(Supplied records)
_ _ _

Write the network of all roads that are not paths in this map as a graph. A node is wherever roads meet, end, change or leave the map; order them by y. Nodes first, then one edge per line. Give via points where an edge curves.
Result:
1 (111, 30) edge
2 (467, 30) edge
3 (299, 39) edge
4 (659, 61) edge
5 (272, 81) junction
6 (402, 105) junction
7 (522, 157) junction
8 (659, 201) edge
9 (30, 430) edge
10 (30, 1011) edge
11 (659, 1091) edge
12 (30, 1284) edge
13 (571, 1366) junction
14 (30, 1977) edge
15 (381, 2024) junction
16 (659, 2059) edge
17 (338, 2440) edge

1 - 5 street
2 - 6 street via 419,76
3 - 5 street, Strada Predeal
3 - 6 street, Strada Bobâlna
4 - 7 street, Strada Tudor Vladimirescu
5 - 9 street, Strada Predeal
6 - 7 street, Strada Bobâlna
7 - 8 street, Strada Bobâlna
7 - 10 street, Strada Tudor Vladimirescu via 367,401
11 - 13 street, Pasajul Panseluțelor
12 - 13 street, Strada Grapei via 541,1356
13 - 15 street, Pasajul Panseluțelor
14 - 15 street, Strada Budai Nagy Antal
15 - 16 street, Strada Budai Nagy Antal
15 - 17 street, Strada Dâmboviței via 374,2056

_ _ _

Print the entries exactly. Include every one.

(Answer space)
Write the network of all roads that are not paths in this map as a graph. A node is wherever roads meet, end, change or leave the map; order them by y. Nodes first, then one edge per line. Give via points where an edge curves.
Result:
1 (111, 30) edge
2 (467, 30) edge
3 (299, 39) edge
4 (659, 61) edge
5 (272, 81) junction
6 (402, 105) junction
7 (522, 157) junction
8 (659, 201) edge
9 (30, 430) edge
10 (30, 1011) edge
11 (659, 1091) edge
12 (30, 1284) edge
13 (571, 1366) junction
14 (30, 1977) edge
15 (381, 2024) junction
16 (659, 2059) edge
17 (338, 2440) edge

1 - 5 street
2 - 6 street via 419,76
3 - 5 street, Strada Predeal
3 - 6 street, Strada Bobâlna
4 - 7 street, Strada Tudor Vladimirescu
5 - 9 street, Strada Predeal
6 - 7 street, Strada Bobâlna
7 - 8 street, Strada Bobâlna
7 - 10 street, Strada Tudor Vladimirescu via 367,401
11 - 13 street, Pasajul Panseluțelor
12 - 13 street, Strada Grapei via 541,1356
13 - 15 street, Pasajul Panseluțelor
14 - 15 street, Strada Budai Nagy Antal
15 - 16 street, Strada Budai Nagy Antal
15 - 17 street, Strada Dâmboviței via 374,2056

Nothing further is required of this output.